Collected data entries:
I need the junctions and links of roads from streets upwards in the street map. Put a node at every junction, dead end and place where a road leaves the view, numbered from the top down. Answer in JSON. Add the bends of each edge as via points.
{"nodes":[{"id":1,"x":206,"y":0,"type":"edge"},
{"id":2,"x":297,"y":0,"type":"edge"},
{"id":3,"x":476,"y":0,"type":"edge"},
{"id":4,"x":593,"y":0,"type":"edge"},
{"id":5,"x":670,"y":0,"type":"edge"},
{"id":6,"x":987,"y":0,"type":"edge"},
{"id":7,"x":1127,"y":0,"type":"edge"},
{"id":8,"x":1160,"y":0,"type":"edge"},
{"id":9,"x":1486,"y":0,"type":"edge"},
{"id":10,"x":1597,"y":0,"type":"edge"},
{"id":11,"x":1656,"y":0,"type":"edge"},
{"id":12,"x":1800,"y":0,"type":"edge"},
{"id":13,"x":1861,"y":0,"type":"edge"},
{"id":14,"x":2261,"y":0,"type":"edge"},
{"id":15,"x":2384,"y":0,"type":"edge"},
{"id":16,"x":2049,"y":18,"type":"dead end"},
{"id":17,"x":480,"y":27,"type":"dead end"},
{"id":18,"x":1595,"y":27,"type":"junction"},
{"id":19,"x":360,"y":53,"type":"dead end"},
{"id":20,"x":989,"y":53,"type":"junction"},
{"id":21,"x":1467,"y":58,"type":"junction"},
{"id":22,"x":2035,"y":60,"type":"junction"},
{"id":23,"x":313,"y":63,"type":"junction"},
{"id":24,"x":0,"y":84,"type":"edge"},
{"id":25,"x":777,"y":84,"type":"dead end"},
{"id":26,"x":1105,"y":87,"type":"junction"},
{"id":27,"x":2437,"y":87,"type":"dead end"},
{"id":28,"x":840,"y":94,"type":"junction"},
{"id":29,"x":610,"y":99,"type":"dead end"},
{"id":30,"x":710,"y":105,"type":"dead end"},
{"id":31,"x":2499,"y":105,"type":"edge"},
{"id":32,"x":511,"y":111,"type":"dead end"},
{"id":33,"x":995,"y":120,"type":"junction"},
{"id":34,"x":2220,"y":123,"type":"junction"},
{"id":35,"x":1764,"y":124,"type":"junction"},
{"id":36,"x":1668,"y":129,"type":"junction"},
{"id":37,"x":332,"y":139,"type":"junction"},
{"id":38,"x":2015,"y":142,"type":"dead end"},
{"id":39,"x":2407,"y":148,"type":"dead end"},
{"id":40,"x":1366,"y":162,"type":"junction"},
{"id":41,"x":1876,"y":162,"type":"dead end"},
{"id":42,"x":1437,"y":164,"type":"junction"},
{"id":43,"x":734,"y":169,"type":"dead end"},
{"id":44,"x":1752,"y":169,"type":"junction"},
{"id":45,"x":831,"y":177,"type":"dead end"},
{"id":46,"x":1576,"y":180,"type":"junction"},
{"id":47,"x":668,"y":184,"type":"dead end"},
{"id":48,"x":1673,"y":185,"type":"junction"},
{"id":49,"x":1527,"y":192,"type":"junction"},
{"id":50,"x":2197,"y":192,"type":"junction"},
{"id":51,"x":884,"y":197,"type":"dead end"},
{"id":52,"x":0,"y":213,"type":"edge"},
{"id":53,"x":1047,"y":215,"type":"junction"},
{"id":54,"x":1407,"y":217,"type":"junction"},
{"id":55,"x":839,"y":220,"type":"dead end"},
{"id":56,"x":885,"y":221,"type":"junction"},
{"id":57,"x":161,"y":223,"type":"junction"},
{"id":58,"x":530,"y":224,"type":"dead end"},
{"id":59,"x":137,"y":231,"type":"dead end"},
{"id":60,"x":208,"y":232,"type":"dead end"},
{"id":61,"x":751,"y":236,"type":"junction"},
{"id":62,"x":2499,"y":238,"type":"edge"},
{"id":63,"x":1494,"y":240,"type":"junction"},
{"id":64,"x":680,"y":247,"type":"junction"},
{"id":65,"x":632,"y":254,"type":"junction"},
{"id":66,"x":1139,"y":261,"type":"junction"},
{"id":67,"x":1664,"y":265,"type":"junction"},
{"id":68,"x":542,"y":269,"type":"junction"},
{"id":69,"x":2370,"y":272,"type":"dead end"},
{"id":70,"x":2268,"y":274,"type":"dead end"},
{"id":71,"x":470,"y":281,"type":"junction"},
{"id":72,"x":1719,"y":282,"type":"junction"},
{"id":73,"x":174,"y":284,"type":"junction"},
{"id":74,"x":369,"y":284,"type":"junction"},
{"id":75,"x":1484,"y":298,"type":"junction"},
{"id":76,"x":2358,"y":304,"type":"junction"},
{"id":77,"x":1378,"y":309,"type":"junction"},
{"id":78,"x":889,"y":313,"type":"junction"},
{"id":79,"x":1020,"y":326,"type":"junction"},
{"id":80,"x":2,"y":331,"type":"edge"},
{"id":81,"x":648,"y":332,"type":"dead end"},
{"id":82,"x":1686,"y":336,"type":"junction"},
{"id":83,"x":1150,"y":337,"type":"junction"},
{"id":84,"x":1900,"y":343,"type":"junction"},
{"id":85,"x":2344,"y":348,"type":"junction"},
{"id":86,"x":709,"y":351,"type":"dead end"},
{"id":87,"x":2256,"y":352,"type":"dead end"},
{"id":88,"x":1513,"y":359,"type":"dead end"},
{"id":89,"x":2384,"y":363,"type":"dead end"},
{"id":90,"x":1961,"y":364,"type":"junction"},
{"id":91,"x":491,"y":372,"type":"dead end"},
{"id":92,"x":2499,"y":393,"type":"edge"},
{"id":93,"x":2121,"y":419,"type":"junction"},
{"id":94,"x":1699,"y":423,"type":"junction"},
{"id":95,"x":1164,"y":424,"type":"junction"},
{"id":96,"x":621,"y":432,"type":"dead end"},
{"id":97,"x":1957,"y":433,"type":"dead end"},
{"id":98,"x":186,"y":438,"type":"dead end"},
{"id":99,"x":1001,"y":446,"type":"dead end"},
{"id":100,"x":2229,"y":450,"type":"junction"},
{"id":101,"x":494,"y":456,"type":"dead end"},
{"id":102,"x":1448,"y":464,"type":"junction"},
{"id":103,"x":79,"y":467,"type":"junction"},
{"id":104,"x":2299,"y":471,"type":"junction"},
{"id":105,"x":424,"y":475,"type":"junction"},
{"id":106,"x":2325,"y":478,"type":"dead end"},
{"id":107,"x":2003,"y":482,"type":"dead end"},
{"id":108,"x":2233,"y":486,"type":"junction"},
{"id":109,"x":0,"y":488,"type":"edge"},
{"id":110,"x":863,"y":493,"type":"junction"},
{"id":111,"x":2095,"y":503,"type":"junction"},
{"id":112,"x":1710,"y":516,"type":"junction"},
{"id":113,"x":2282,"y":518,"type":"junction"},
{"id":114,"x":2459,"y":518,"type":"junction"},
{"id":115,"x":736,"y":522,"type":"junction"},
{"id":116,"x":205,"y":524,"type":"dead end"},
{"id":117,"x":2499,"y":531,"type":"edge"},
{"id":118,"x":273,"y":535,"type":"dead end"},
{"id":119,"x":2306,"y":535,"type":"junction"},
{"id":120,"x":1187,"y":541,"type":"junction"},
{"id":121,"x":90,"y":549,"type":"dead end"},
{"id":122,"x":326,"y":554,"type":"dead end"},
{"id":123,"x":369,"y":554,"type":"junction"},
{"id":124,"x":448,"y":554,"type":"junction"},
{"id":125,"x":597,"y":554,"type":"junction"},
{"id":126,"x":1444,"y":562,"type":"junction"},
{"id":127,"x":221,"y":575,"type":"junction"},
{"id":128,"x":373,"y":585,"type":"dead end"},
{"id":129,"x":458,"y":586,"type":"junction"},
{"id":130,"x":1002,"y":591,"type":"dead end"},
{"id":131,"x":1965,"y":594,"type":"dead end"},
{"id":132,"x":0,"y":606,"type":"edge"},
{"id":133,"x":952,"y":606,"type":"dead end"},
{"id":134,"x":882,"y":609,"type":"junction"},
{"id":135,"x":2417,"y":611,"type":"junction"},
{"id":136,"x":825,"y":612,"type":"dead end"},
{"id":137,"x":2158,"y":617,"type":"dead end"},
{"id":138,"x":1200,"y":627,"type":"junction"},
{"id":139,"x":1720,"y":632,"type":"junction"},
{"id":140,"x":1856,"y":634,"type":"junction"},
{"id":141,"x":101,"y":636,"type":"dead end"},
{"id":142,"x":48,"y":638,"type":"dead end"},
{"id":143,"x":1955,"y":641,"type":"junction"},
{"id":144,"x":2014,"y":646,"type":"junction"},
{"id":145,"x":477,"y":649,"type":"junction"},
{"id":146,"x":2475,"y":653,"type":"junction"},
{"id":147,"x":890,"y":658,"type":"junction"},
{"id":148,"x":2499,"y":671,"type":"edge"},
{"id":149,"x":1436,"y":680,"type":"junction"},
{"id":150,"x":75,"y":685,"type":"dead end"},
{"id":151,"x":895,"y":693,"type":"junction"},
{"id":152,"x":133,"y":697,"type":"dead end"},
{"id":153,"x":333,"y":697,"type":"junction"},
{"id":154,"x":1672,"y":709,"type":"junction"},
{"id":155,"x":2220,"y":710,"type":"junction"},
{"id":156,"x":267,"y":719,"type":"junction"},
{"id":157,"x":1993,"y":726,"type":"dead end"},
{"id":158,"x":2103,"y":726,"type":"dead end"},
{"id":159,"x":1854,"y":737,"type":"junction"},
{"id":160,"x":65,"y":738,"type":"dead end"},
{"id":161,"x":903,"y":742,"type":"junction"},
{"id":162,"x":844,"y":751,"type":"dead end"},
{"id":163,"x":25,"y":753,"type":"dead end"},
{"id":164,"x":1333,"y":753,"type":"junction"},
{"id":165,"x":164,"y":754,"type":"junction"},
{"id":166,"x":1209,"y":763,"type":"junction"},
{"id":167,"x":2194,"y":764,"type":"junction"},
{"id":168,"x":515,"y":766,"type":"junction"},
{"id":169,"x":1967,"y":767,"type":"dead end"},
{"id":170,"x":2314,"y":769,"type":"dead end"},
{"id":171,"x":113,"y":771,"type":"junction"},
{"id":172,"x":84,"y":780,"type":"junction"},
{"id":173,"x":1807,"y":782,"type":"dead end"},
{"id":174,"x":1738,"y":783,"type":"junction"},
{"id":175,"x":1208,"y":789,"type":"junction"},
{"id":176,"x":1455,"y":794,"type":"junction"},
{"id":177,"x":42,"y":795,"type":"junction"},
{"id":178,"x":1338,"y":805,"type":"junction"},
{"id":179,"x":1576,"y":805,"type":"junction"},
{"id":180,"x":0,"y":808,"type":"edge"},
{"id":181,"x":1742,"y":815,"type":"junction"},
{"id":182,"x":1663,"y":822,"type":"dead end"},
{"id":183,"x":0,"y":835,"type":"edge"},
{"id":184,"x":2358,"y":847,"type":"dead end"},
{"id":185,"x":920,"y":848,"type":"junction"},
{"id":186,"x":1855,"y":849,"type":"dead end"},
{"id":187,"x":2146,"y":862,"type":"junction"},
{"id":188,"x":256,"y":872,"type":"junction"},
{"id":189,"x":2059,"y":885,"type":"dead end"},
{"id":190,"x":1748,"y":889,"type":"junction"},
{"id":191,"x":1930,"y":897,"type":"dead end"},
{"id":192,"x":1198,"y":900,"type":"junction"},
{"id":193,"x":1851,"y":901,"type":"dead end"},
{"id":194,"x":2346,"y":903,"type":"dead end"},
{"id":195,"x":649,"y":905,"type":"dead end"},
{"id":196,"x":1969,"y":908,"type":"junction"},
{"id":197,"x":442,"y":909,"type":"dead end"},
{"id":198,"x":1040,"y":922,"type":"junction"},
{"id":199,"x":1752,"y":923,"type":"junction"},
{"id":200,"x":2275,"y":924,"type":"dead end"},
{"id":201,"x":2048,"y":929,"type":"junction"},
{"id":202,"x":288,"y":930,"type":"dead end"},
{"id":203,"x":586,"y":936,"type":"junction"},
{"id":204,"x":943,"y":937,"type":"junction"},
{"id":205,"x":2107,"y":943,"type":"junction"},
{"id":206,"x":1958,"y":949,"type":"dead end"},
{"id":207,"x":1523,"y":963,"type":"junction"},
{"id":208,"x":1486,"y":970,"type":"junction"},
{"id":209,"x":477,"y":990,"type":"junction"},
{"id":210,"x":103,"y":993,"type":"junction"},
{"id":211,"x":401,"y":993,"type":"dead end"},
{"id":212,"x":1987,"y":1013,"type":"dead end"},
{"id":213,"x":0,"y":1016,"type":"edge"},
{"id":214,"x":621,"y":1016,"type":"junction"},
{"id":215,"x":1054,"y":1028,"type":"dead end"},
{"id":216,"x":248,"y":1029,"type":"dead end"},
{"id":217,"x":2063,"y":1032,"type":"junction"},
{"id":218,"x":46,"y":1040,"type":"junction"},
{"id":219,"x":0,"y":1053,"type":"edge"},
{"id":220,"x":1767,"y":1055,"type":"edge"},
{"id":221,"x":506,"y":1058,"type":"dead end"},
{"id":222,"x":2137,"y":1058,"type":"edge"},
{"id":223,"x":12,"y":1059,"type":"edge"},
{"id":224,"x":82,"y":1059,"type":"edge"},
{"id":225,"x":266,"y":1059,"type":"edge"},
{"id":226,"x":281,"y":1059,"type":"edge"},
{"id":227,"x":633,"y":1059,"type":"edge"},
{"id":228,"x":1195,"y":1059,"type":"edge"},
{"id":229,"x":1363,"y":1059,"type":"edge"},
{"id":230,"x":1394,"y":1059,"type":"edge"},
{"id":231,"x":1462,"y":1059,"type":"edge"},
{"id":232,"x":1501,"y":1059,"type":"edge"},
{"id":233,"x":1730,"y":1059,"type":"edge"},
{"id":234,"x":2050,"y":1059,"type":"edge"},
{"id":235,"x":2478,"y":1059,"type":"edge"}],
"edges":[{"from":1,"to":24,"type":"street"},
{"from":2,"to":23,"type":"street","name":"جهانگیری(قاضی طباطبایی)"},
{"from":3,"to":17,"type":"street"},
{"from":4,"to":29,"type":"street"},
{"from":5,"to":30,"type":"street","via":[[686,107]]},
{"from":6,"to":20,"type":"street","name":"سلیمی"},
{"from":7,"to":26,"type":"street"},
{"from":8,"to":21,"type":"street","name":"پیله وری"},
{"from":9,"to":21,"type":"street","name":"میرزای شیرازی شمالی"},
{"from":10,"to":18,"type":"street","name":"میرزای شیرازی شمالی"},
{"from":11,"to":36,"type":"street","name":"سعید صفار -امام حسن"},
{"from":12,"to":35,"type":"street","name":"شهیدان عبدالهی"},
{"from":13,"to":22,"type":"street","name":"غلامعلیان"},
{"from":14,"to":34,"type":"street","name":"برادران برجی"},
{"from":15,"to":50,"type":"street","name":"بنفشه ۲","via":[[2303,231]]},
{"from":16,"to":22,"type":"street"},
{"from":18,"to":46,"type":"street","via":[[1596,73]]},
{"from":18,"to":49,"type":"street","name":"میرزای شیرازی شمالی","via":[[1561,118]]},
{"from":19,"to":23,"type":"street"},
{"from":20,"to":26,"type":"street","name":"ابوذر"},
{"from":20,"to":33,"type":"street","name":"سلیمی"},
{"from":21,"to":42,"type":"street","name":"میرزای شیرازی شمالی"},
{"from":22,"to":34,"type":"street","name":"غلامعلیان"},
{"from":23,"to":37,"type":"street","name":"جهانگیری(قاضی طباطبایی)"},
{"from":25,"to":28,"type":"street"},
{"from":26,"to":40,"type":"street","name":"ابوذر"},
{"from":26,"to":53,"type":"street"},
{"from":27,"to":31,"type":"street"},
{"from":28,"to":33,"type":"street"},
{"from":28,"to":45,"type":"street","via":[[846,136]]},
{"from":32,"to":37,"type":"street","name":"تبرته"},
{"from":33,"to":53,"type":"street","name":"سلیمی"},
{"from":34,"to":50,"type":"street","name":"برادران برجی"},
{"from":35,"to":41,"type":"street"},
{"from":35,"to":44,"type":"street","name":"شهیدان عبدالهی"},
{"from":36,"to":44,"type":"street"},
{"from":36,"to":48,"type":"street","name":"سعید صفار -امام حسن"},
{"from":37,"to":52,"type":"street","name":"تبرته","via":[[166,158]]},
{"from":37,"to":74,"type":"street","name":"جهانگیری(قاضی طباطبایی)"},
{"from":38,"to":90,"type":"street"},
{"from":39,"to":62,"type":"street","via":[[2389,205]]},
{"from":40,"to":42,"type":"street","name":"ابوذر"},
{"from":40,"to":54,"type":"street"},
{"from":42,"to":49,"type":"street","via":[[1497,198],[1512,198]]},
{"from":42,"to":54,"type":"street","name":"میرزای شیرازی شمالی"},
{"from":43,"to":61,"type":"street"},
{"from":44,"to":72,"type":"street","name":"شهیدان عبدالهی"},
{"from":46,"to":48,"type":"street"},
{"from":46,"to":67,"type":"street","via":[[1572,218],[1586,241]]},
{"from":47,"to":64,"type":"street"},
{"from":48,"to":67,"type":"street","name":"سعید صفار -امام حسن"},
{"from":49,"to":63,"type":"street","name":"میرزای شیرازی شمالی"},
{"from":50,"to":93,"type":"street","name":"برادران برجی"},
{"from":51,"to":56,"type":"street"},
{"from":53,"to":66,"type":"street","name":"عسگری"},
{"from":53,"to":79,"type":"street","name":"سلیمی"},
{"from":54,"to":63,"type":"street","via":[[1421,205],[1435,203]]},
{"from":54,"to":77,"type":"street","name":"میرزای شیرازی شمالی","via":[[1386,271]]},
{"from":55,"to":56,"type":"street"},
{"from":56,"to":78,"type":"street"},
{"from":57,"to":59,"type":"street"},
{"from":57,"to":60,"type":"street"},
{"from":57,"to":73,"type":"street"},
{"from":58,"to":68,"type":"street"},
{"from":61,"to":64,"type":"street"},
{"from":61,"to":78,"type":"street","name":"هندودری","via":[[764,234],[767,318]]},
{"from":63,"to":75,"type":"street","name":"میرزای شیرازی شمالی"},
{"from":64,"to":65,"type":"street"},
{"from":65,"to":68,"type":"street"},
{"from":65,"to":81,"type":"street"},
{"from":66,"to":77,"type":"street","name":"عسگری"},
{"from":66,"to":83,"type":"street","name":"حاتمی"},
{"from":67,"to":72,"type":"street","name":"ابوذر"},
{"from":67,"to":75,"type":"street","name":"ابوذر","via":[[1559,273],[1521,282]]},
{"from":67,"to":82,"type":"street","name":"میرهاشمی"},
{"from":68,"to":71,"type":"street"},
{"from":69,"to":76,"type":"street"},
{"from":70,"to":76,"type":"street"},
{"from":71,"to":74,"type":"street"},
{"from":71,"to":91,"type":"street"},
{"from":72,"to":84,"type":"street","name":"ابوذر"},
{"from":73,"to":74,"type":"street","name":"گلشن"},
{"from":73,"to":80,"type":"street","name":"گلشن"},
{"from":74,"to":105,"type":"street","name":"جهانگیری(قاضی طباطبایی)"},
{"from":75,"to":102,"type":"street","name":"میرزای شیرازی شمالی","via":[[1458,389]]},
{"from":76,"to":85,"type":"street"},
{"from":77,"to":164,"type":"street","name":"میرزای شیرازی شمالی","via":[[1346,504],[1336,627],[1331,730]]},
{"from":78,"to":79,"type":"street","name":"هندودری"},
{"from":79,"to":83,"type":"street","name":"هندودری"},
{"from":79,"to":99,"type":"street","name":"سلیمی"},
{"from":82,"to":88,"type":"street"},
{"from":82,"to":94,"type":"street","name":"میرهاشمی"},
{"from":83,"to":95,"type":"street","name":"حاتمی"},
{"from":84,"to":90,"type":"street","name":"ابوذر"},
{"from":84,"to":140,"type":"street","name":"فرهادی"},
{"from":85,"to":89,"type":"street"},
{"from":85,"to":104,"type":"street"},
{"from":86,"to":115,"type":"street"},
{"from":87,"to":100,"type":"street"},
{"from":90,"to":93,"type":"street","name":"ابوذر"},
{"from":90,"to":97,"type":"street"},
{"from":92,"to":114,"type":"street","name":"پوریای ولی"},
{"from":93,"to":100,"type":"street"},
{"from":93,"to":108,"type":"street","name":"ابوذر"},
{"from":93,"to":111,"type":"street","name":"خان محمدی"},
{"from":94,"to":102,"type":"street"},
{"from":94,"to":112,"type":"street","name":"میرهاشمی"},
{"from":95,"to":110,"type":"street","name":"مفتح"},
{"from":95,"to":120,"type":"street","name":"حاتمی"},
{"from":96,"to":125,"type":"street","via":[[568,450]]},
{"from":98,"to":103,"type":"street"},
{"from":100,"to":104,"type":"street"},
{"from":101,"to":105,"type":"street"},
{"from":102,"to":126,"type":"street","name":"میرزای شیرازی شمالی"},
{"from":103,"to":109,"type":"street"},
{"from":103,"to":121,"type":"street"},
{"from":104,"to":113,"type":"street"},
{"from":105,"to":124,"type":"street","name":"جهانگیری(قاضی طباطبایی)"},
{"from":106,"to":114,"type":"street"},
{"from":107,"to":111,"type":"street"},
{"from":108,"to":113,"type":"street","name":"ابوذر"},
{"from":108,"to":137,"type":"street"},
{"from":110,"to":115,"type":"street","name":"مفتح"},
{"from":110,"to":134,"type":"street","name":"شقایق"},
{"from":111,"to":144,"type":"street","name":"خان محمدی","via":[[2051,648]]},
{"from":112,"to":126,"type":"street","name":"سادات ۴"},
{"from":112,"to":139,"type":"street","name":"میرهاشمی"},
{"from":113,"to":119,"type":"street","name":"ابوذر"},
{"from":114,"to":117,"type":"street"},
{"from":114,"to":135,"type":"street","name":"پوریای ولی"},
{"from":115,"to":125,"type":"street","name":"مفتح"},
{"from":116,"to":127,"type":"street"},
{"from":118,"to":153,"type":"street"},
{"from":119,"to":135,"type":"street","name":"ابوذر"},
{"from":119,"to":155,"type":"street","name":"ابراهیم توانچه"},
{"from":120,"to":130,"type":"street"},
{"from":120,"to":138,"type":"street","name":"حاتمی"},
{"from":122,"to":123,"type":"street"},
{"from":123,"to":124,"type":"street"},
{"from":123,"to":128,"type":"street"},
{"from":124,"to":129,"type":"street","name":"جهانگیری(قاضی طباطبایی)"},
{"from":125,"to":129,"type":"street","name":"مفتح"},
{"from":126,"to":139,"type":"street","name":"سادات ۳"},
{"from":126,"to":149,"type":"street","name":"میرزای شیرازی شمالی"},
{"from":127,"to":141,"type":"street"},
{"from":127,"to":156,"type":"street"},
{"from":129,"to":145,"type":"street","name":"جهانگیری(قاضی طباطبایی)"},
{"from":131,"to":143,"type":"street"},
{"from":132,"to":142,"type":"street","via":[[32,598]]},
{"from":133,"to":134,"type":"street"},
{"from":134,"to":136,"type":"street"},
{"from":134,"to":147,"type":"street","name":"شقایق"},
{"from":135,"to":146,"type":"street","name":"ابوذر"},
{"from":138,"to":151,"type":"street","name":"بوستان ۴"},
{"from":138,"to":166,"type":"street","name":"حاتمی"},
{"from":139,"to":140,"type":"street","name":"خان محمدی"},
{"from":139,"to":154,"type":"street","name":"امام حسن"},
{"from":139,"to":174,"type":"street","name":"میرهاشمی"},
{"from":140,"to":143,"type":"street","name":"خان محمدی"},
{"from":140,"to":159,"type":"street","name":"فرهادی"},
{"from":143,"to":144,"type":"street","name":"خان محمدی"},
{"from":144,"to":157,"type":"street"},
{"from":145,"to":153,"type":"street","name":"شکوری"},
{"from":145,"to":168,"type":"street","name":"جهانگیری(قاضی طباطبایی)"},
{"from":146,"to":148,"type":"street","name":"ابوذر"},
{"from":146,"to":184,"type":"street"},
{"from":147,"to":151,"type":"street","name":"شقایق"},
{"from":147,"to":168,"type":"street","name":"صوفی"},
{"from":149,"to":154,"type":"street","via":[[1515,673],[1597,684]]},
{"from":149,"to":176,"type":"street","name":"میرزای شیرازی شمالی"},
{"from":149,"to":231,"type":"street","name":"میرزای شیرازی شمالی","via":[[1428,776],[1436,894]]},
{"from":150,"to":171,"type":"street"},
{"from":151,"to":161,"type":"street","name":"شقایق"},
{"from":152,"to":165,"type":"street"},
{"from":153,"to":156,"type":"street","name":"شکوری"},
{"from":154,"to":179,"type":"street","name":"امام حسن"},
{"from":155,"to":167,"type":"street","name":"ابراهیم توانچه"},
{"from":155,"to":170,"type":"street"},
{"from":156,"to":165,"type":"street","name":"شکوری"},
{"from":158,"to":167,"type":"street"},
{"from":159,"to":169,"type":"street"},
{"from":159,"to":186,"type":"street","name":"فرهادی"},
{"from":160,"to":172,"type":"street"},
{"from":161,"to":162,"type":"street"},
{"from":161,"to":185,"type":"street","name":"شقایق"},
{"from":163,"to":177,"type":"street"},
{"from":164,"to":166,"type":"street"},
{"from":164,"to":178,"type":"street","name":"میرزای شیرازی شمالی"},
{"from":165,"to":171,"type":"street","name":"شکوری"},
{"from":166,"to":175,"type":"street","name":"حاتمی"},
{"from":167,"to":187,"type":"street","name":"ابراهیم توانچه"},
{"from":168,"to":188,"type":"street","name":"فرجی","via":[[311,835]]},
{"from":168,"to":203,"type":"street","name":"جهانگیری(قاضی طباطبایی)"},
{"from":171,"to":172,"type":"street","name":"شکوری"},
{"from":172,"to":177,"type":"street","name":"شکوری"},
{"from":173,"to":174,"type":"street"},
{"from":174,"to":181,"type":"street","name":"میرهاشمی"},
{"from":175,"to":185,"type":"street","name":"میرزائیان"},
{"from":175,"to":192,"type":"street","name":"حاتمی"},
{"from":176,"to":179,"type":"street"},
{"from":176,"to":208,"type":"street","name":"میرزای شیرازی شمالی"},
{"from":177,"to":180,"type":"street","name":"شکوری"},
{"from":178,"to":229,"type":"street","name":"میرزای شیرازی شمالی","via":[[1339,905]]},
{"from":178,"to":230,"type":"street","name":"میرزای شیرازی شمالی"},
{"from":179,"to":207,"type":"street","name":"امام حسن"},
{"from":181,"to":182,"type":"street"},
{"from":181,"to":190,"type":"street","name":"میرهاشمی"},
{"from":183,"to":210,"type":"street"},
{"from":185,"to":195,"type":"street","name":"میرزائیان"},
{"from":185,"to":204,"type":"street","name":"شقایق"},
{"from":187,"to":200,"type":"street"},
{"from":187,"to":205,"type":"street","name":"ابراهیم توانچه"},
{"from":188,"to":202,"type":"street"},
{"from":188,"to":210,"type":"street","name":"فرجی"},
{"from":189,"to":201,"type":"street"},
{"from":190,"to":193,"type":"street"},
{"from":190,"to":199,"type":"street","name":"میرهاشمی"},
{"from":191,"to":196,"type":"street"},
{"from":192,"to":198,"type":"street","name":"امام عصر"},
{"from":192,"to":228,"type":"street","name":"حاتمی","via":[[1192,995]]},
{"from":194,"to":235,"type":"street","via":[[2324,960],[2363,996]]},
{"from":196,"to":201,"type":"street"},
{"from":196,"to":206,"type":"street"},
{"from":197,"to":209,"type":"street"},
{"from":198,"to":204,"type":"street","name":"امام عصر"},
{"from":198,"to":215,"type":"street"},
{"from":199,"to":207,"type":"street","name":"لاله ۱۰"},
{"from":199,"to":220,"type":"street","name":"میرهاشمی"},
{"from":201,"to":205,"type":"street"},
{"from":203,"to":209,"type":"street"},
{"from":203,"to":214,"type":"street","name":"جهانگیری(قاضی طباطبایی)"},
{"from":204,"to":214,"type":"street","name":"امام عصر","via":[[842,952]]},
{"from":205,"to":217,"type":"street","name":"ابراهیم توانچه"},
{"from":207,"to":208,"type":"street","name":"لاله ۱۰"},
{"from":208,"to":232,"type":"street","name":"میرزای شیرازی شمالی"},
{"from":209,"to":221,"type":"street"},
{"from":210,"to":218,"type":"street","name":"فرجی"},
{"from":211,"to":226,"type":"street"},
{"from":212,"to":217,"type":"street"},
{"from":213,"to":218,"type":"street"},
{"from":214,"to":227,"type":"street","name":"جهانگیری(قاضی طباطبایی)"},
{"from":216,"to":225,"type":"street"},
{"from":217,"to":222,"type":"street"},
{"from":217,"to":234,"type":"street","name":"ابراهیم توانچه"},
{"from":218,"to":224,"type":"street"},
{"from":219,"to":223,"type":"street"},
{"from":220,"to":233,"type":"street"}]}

• [WORK ORDER]
Filter the records above down to the lines containing "میرزائیان".

• [WRITTEN ANSWER]
{"from":175,"to":185,"type":"street","name":"میرزائیان"},
{"from":185,"to":195,"type":"street","name":"میرزائیان"},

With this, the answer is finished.